Bleasdale later settled in England, where he resided in London. Bleasdale died there on February 10, 1984.

==Decorations==

| | | |

| 1st Row | Navy Cross with Gold Star |  |  |  | Distinguished Service Cross |  |  |  | Silver Star with Gold Star |  |  |  | French Fourragère |
| 2nd Row | Bronze Star Medal |  |  | Purple Heart |  |  | Navy Presidential Unit Citation |  |  | Marine Corps Good Conduct Medal |  |  |
| 3rd Row | Marine Corps Expeditionary Medal with one service star |  |  | Haitian Campaign Medal |  |  | World War I Victory Medal with five battle clasps |  |  | Army of Occupation of Germany Medal |  |  |
| 4th Row | Nicaraguan Campaign Medal (1933) |  |  | American Defense Service Medal with base clasp |  |  | American Campaign Medal |  |  | Asiatic-Pacific Campaign Medal with two service stars |  |  |
| 5th Row | World War II Victory Medal |  |  | French Croix de guerre 1914–1918 with palm |  |  | Nicaraguan Presidential Order of Merit with gold star |  |  | Nicaraguan Medal of Distinction and Diploma |  |  |

==Citations==

===Distinguished Service Cross citation===
The President of the United States of America, authorized by Act of Congress, July 9, 1918, takes pleasure in presenting the Distinguished Service Cross to First Lieutenant Victor F. Bleasdale (MCSN: 0–85), United States Marine Corps, for repeated acts of extraordinary heroism while serving with the Sixth Machine-Gun Battalion, Sixth Regiment (Marines), 2d Division, A.E.F., in action near Blanc Mont, France, 8 October 1918. On several occasions, regardless of his personal safety, First Lieutenant Bleasdale led his machine-gun platoon through heavy machine-gun and artillery fire.

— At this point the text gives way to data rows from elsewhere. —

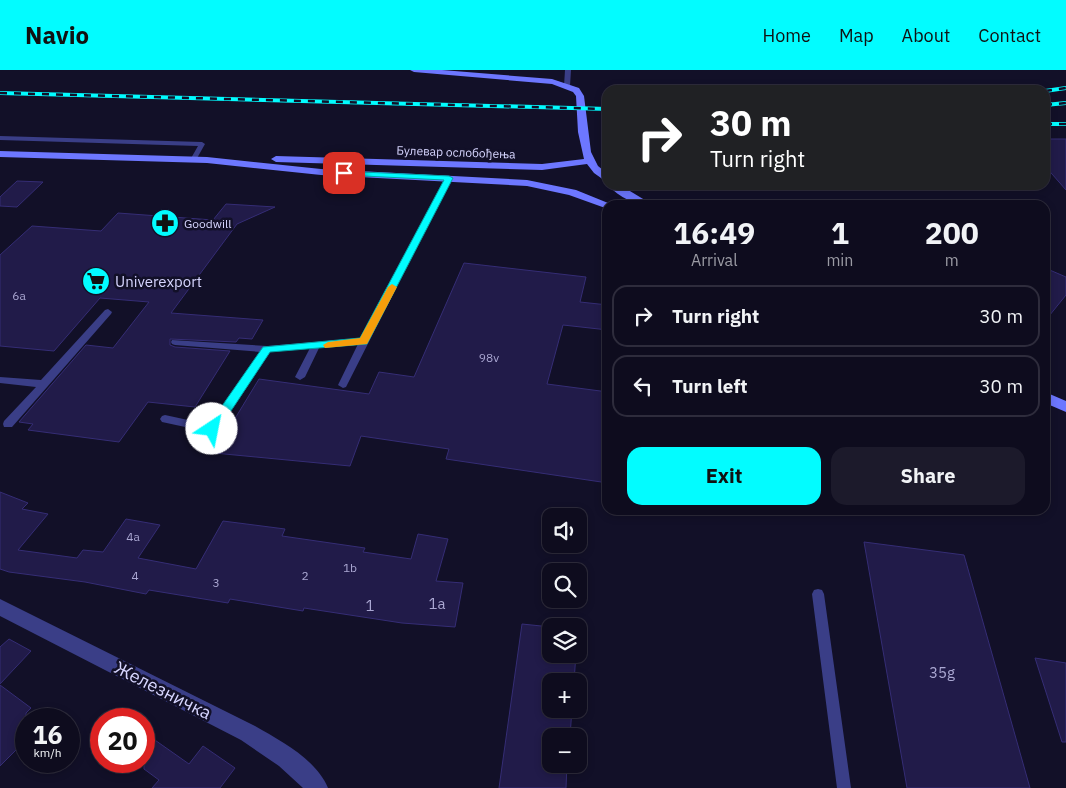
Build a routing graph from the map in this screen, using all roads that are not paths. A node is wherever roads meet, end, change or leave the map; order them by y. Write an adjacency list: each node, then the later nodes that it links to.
1 (414, 70): 3 (street)
2 (568, 70): 3 (lane)
3 (568, 86): 10 (street)
4 (0, 138): 6 (lane)
5 (0, 154): 6 (street, Булевар ослобођења)
6 (193, 160): 7 (street, Булевар ослобођења)
7 (208, 160): 8 (street, Булевар ослобођења); 11 (street, Булевар ослобођења)
8 (310, 160): 9 (street, Булевар ослобођења); 11 (street, Булевар ослобођења)
9 (322, 160): 10 (street, Булевар ослобођења); 12 (street)
10 (589, 161): 13 (street)
11 (264, 167): 12 (street, Булевар ослобођења)
12 (326, 172): 14 (street, Булевар ослобођења)
13 (602, 175)
14 (449, 178): 17 (street, Булевар ослобођења); 19 (lane)
15 (620, 190): 16 (street)
16 (638, 200)
17 (602, 204)
18 (108, 312): 25 (lane)
19 (364, 341): 21 (lane); 26 (lane)
20 (175, 342): 22 (lane)
21 (315, 347): 22 (lane); 23 (lane)
22 (267, 349): 29 (lane)
23 (300, 377)
24 (0, 380): 25 (lane)
25 (44, 384): 30 (lane)
26 (343, 385)
27 (1050, 399): 28 (street)
28 (1066, 407)
29 (165, 419)
30 (8, 424)
31 (818, 594): 34 (lane)
32 (0, 607): 33 (street, Железничка)
33 (317, 788)
34 (844, 788)

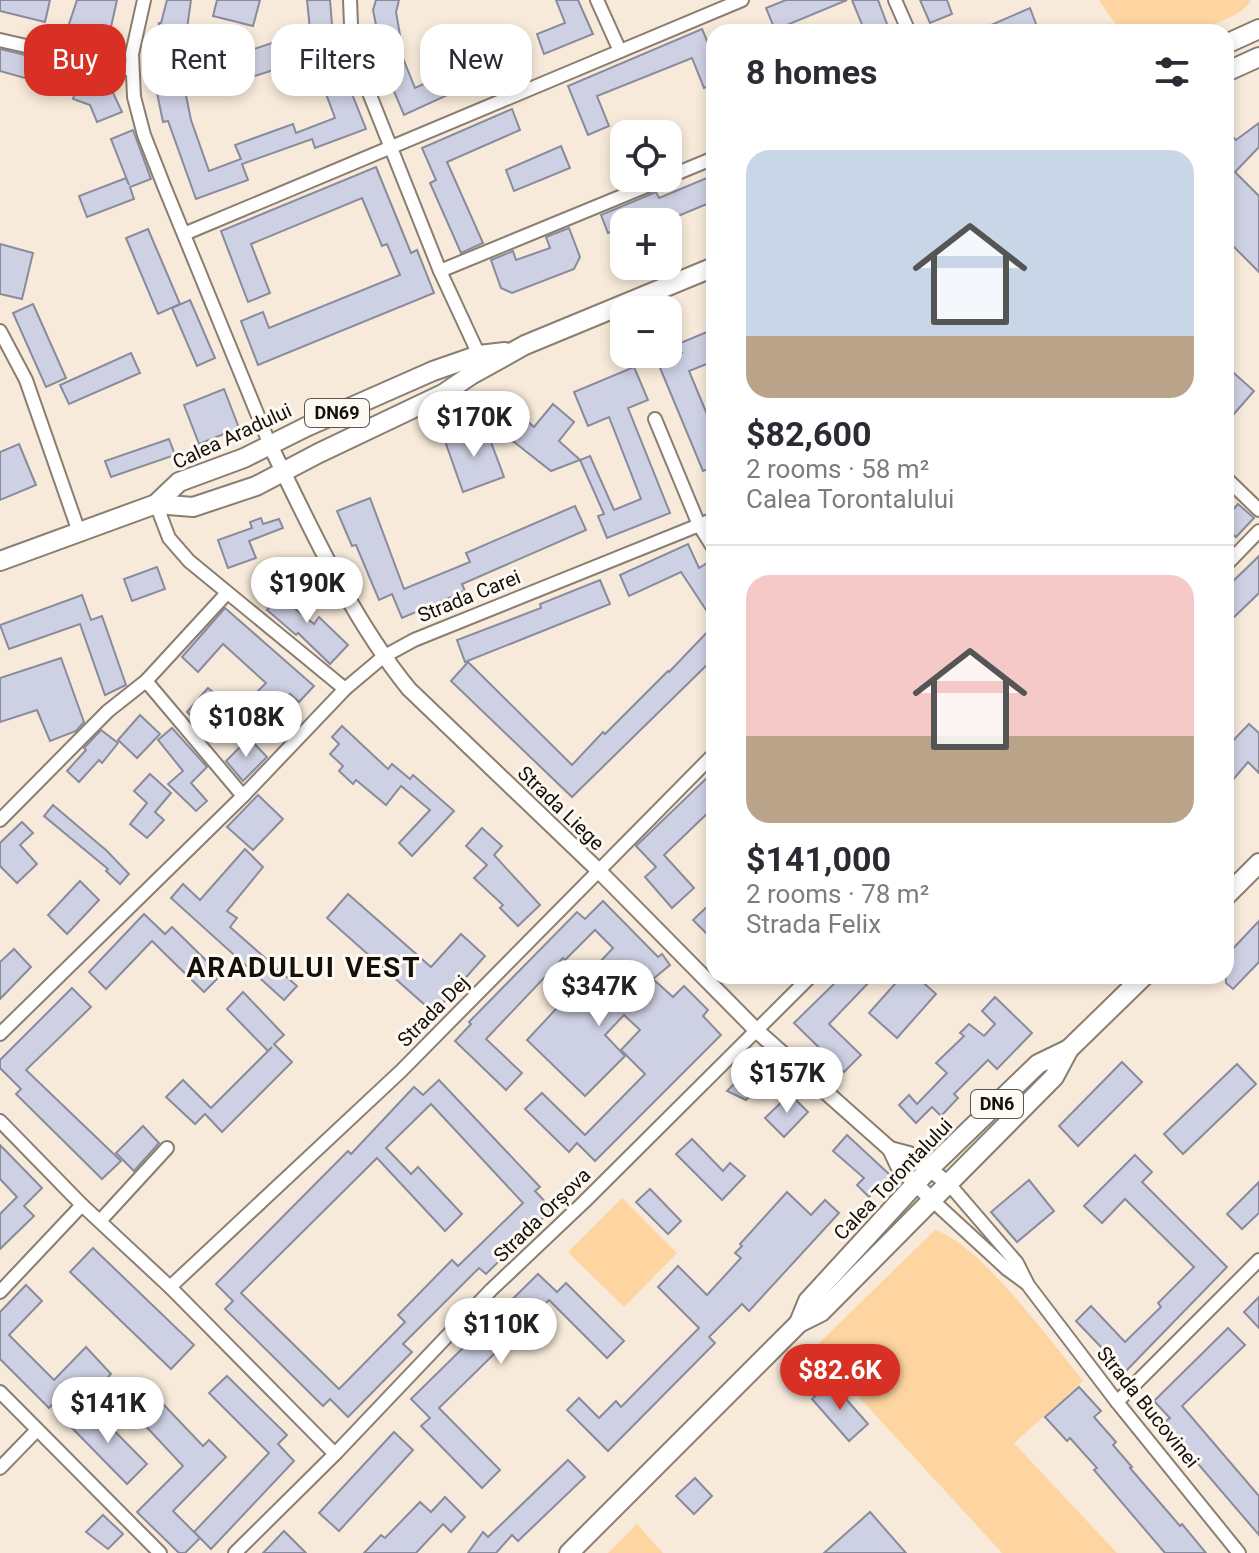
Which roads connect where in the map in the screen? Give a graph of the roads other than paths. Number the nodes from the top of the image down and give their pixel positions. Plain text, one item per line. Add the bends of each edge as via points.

When the Infantry company which he was supporting was halted by the fire of two enemy Maxims, Lieutenant Bleasdale formed his platoon as infantry, assaulted and captured both the enemy guns.

===First Navy Cross citation===
The President of the United States of America takes pleasure in presenting the Navy Cross to First Lieutenant Victor F. Bleasdale (MCSN: 0–85), United States Marine Corps, for repeated acts of extraordinary heroism while serving with the 6th Machine-Gun Battalion, 6th Regiment (Marines), 2d Division, A.E.F. in action near Blanc Mont, France, 8 October 1918. On several occasions, regardless of his personal safety, First Lieutenant Bleasdale led his machine-gun platoon through heavy machine-gun and artillery fire. When the Infantry company which he was supporting was halted by the fire of two enemy Maxims, Lieutenant Bleasdale formed his platoon as infantry, assaulted and captured both the enemy guns.

===Second Navy Cross citation===
The President of the United States of America takes pleasure in presenting a Gold Star in lieu of a Second Award of the Navy Cross to Captain Victor F. Bleasdale (MCSN: 0–85), United States Marine Corps, for extraordinary heroism, coolness and excellent judgment while performing advance guard duty on 25 July 1927, in an important expedition into Nueva Segovia, Nicaragua, during the progress of an insurrection in that country. As the expedition approached San Fernando, Captain Bleasdale accompanied only by his orderly rode ahead into the town and on being attacked, fearlessly proceeded against tremendous odds and returning the fire held the enemy in check until the arrival of reinforcements. Largely through his prompt, courageous and effective action, serious casualties to the personnel and train of the expedition were averted.